IR is generally seen as being able to increase transparency, and as a process that encourages ‘integrated thinking’. It spurs leaders to think about the other resources organisations need to succeed and questions how these are affected by the activities of the business – are they enhanced, conserved or depleted? 

IR also helps organisations to think beyond the financials and beyond the short-term so that they can make better decisions. Chiew cited an example: ‘Consider how a consulting practice manages its human capital. In theory, if it only looks at the near term and focuses exclusively on the financial impact, it will end up skimping on the much-needed investment in structured and on-the-job training, which is critical for sustained performance.’

But although the benefits of IR are becoming more apparent as awareness increases, the survey highlighted a prevailing perception of high adoption costs, both in terms of money and effort involved.
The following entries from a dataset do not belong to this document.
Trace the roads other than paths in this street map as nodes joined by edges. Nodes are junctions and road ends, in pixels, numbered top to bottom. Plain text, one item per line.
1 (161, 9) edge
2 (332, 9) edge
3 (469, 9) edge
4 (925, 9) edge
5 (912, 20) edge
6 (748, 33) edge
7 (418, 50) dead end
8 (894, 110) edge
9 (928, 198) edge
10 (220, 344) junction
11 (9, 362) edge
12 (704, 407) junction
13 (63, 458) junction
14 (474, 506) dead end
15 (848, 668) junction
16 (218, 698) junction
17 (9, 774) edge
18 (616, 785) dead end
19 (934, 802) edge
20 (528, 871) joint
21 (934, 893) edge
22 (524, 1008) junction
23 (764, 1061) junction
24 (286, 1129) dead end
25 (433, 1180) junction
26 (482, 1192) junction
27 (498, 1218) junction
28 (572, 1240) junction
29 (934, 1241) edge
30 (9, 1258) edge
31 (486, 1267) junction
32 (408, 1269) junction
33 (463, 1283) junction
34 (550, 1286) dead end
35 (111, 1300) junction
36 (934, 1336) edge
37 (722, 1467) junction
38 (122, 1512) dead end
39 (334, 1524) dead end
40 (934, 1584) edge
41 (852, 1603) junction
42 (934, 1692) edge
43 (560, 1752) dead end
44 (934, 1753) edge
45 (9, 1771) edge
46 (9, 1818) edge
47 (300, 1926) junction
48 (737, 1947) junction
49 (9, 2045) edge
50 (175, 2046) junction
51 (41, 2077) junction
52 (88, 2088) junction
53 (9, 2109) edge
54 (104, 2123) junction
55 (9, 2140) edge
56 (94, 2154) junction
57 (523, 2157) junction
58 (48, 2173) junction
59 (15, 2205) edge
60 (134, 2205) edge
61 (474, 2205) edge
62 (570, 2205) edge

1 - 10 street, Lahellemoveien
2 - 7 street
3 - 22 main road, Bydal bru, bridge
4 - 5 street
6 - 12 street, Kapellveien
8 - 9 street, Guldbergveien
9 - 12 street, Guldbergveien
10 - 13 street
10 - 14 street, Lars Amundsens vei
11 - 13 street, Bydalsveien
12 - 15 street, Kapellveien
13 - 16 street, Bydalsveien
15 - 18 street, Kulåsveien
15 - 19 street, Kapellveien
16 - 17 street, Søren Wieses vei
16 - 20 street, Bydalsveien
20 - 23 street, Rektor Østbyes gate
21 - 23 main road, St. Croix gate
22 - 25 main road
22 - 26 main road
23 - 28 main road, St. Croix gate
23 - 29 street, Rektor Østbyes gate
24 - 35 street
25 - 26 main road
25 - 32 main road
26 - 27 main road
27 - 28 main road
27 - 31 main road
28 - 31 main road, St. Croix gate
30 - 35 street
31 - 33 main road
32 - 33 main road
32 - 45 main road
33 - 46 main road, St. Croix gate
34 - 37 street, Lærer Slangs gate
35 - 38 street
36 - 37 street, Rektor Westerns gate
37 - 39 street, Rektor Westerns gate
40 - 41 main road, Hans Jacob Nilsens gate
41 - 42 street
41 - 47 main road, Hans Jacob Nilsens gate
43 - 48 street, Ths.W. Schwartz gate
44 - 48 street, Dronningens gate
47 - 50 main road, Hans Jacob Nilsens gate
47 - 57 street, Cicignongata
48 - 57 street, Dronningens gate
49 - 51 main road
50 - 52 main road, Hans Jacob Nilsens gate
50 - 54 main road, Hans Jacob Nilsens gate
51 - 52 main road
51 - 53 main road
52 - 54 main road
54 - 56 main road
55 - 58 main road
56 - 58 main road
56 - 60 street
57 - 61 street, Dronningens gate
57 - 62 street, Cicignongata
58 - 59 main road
Lack of reliable information emerged as another concern. With annual reports already taking up significant time and resources, how much more would have to be allocated for integrated reporting? ‘IR is about telling the story of the business in a concise way,’ Chiew stressed. ‘You should be focusing on what is material to the organisation and its stakeholders. As a result, most of the information you require for IR may already exist in your organisation.’

Ho Yew Kee, professor of accounting at the National University of Singapore, provided further insights linking IR and value creation. ‘Financial information loses its value over time, so share prices must get their value from somewhere else,’ he explained. ‘This is where IR comes in – but the information still needs to be verifiable. Preparers of IR should acknowledge their responsibility for the information.’ In Singapore IR is still at a nascent stage, with the level of understanding quite low, said Professor Ho, and many survey respondents would prefer to take on sustainable reporting before attempting IR. Cost was a major factor influencing adoption.

Next step

With investors beginning to demand more information, bodies such as ACCA and the MIA, which have studied the issues and challenges surrounding corporate reporting, realise that it is imperative for organisations to progress to IR. Simon Tay, executive director, professional practices and technical, at the MIA, spoke of the need to promote the new form of reporting, reiterating the requirement for more comprehensive engagement with investors and regulators through roundtables and with preparers at the IR conference and other forums. MIA will also participate in commenting on the International Auditing and Assurance Standards Board’s consultation paper on assurance of emerging forms of corporate reporting, including IR. ‘We also intend to make training available and promote IR adoption from listed issuers to SMEs, as well as conducting in-depth research on its real benefits within the local context.’

However, the main thrust will be the promotion of technical and practical guidance materials. Tay accepted that the way forward will not always be smooth. ‘As with anything new, there will be challenges,’ he said. ‘But the benefits of IR are real. Together, with our collective efforts, we can raise the bar of corporate reporting in Malaysia.’